秋日露重微凉之时,火锅果腹真是再合适不过。
楚爱甜拌好调料,花生米、碎香菜、芝麻酱、一点香油和酱油,两小勺红辣椒,自然地递给了他一碗:“你把墨鱼丸先给我下了吧,那个难熟,虾滑留着我来。”

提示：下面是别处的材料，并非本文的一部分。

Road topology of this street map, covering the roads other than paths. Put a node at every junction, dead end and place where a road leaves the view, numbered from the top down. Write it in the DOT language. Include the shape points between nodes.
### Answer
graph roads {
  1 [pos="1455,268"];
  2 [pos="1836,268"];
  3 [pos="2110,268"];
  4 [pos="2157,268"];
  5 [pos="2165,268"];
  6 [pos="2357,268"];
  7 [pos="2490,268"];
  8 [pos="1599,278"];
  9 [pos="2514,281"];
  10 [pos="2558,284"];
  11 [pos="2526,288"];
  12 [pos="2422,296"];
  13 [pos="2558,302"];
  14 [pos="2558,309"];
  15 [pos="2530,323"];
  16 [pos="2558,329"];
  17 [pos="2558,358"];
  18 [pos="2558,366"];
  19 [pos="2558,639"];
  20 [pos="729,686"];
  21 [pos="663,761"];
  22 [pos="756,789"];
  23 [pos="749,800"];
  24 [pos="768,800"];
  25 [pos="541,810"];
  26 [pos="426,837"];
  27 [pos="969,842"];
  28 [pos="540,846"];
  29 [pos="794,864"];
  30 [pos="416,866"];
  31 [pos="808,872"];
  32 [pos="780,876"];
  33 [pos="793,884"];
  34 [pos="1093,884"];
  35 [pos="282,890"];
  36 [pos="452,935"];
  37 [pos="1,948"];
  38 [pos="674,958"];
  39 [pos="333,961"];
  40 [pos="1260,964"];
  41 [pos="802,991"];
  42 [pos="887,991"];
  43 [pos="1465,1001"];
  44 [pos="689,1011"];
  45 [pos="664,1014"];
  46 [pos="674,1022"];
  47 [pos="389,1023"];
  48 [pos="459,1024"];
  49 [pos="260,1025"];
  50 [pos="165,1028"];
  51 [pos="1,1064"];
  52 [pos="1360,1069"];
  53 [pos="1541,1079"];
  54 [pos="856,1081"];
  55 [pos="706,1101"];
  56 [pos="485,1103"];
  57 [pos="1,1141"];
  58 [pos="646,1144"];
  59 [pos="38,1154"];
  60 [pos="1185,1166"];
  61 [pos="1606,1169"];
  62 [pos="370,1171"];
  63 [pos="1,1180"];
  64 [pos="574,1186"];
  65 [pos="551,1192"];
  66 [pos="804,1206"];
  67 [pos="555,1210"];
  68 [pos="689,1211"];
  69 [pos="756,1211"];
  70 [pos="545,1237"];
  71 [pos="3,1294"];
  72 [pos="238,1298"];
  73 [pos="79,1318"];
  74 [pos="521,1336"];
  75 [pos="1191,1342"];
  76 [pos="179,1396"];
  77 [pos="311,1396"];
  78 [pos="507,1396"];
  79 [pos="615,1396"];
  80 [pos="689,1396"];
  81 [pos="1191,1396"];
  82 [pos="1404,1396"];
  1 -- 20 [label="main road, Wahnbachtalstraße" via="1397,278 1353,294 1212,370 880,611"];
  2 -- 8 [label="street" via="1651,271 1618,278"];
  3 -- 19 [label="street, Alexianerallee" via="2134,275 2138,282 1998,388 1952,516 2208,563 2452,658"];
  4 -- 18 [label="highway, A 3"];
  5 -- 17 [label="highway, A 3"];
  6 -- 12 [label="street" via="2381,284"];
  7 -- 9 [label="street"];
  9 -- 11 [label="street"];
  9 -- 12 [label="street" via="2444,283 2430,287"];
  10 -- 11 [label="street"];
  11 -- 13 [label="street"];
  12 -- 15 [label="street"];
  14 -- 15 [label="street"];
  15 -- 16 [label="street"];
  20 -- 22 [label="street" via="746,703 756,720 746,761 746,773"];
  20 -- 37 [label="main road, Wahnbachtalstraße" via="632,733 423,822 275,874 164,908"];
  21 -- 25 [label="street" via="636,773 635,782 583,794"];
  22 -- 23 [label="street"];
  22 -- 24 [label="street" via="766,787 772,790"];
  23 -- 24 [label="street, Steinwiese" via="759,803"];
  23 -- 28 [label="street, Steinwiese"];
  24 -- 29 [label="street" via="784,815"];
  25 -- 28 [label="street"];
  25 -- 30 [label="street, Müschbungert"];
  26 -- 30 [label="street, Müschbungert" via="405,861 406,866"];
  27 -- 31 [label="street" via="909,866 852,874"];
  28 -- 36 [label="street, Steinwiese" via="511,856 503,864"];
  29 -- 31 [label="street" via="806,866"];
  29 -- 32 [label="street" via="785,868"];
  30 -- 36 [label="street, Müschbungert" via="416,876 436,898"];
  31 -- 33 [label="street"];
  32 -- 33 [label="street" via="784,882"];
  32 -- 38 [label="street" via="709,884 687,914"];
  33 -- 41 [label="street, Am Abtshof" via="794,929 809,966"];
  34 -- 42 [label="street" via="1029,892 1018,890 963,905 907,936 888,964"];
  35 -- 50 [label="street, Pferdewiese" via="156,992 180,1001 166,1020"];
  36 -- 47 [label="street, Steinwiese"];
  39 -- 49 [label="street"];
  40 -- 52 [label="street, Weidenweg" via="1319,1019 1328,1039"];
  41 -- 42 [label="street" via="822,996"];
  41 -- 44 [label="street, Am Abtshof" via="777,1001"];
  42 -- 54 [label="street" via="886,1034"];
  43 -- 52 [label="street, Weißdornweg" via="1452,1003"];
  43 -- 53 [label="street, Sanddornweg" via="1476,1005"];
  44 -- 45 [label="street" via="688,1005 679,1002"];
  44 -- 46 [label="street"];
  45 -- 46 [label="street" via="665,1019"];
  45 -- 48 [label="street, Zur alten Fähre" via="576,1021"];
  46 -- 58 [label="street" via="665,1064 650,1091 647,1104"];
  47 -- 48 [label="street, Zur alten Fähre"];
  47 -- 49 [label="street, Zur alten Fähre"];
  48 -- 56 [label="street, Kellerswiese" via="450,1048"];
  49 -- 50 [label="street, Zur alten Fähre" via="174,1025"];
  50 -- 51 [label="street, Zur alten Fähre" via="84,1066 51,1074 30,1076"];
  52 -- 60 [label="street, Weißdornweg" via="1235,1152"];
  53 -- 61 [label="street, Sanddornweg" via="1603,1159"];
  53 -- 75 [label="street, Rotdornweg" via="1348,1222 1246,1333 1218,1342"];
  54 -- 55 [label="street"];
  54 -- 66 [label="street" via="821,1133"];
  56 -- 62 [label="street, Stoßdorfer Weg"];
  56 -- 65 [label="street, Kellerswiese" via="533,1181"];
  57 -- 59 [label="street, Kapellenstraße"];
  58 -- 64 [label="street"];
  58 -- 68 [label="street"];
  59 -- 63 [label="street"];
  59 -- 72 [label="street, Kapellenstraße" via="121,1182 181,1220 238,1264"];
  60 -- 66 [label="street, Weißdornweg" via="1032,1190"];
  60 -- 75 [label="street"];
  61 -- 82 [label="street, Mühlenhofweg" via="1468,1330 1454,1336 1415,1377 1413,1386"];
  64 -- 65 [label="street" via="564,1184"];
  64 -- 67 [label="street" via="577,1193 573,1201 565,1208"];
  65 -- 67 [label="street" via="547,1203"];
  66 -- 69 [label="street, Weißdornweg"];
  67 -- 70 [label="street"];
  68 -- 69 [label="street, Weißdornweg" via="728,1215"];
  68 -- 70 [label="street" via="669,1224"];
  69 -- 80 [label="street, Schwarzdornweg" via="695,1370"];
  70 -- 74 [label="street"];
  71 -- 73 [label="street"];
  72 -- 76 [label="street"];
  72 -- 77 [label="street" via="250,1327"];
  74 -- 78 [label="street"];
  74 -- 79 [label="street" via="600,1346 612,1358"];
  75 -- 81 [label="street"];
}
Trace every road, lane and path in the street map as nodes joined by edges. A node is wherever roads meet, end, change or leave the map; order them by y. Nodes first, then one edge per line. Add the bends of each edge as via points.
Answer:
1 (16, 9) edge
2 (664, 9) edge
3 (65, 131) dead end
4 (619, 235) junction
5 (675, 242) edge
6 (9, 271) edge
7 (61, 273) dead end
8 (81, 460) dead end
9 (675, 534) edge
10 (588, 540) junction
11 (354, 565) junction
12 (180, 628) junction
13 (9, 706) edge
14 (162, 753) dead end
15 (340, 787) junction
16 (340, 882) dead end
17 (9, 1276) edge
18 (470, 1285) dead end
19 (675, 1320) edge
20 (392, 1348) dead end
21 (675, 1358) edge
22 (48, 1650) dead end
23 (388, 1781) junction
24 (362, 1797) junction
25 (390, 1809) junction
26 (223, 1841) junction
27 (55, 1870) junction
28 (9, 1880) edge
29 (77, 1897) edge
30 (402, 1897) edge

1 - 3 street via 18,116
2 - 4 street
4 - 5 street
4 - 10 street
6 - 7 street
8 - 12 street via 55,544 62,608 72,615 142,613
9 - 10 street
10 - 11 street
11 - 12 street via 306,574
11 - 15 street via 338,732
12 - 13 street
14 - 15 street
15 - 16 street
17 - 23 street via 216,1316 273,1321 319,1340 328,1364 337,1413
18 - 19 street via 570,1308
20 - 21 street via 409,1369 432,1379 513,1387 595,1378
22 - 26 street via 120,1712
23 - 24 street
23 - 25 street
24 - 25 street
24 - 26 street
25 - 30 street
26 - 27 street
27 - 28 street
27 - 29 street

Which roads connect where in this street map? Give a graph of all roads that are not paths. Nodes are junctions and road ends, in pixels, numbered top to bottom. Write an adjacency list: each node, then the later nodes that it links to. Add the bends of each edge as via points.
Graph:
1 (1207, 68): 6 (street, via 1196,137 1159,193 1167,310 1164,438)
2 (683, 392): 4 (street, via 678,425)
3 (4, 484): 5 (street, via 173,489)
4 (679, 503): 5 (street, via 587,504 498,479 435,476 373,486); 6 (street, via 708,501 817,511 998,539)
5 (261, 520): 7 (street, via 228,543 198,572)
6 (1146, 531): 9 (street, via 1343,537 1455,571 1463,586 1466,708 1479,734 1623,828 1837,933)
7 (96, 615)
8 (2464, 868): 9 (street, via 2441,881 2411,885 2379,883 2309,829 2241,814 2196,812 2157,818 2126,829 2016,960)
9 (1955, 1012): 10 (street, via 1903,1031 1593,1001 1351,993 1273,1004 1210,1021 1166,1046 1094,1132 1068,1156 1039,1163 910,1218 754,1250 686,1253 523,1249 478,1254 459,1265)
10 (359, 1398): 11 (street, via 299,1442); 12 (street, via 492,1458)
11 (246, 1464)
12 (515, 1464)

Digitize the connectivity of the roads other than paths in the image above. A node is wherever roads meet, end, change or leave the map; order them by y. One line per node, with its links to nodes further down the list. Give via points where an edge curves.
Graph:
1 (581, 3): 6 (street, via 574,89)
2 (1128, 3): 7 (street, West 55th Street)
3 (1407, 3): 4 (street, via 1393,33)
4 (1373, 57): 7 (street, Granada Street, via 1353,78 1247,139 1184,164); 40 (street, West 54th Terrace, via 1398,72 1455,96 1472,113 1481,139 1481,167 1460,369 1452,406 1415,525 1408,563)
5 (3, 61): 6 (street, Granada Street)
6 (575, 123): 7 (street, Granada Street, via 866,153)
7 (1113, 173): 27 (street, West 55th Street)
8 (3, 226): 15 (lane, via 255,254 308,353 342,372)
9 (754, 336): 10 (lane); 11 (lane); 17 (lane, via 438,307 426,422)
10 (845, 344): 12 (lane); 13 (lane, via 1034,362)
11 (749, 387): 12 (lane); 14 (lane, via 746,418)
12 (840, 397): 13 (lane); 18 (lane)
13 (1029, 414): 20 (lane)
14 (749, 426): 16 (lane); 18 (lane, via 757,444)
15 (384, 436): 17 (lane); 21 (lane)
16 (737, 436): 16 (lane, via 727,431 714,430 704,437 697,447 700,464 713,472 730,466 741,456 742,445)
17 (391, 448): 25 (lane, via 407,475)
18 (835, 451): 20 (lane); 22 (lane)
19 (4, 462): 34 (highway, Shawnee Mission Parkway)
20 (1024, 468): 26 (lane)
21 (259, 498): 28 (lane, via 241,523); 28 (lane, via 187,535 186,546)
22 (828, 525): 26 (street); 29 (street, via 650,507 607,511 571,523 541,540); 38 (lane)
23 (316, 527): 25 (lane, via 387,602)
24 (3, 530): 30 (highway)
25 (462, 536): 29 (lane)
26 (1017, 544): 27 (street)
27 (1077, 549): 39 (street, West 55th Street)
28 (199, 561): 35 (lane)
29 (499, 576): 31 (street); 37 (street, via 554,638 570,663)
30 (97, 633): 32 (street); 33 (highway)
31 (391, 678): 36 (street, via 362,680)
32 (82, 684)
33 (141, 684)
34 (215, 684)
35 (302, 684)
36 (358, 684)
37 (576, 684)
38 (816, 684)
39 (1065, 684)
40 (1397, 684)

褚望秦嗯了一声,抬手将一盘丸子拨进滚烫的红油九宫格里。
豆腐毛肚牛羊肉,丸子土豆滚虾滑,楚爱甜吃的扶墙进扶墙出,褚望秦整一顿也就吃了点土豆和涮牛肉,其他时间都在看着她吃。
楚爱甜本来想看看,能不能让他向自己敞露心扉来着。然而最后倾盘倒出的是她。
这件事重重压在她心头,那些录音,尤其是林渊那一点温和带着洒脱的声音,在她脑子里面不停地盘旋着,连睡觉的时候都会梦见,梦见隐约的拖曳的血迹,梦见她熟悉的脸反复的出现,微笑气恼地说着他要回来,他喜欢这个世界。
楚爱甜走上楼梯,一格又一格,脚步起落间溅起带了灰尘。
她指了指林渊家的门,“就是这里。我那天和吴子行在这里碰见的,不过他一向神出鬼没,”楚爱甜轻笑了笑,“我潜意识里总觉得他还在。我们对门长大,那么巧,大家又一起down到谷底,租的房子都在一块儿。他爱笑、聪明,长得也好看,如果说他都不够热爱这个世界,那我更没有资格……”
黑暗中的过道里,一直沉默的男人忽然上前了一步,稍微圈过了她脖颈,微凉的手指触到她颈间细嫩的肌肤。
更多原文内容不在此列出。